This originally started as a comment on JSOnline.com; I didn’t have enough space, so I continued it here:
“fan64: first of all, THANK YOU for being a Milwaukee Panther season-ticket holder. I think I can speak for the athletic department when I say that the UWM community greatly appreciates your commitment to Panther Basketball.
I just wanted to address some of your concerns, and while they might not be 100% satisfactory, they might help you better understand the possibilities of the on-campus arena.

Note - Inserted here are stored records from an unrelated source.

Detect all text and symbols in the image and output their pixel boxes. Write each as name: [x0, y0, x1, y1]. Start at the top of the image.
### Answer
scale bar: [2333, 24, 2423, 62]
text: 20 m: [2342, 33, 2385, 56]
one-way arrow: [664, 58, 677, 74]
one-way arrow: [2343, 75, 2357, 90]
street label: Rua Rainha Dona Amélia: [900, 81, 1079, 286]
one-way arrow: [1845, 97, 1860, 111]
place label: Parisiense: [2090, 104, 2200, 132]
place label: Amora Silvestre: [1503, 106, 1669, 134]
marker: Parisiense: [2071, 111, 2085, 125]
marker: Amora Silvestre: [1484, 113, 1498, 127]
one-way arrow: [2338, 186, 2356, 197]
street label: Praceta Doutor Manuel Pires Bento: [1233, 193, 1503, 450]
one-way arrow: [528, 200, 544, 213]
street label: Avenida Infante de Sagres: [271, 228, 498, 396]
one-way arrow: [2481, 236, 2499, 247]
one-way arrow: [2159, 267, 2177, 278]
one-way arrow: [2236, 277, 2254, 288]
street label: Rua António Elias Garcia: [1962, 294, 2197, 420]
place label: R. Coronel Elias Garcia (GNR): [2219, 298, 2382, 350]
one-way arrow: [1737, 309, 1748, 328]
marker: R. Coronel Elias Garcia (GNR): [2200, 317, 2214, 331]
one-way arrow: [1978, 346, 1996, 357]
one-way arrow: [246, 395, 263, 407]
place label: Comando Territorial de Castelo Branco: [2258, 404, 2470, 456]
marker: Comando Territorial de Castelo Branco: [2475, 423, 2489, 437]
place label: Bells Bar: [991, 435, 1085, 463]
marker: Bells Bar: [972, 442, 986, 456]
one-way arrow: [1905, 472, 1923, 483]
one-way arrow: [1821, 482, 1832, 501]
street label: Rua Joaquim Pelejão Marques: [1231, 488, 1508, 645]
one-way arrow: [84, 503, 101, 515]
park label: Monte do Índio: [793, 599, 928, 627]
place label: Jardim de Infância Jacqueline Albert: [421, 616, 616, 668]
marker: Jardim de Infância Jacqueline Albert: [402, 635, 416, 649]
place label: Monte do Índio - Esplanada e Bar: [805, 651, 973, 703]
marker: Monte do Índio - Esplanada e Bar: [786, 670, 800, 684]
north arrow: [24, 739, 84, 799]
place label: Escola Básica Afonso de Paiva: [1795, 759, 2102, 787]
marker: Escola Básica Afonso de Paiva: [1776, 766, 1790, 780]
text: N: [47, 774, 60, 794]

1. Parking. When games were played at the Klotsche Center previously, parking was a major issue. The Pavilion, completed after the move downtown, includes 700 spots of underground parking for spectators. That won’t entirely solve the problem, but your days of walking more than a block or two are gone, that is if we play in the KC footprint. It’s funny that you bring up Wisconsin Football, because I don’t know where you park a game at Camp Randall Stadium. Seems like that is a walk as well.
2. Outside entertainment. The final place for the arena will make a big difference when discussing the potential eateries. I’ve heard several possible spots: the current KC, a section of the hospital, the current Wisconsin Paperboard Company land (they may be moving), even across the street from the Riverview dorms where there is currently a Pick and Save. Rest assured that the North Avenue spaces will have plenty of entertainment pre-and-post game. If it’s on the footprint, I know of two separate groups of alumni that right now HAVE the capital and are planning to open Panther-themed sports bars should men’s basketball move back to campus. If it’s on the current KC footprint, I would expect that walking distance to those places would be still a long ways for some fans.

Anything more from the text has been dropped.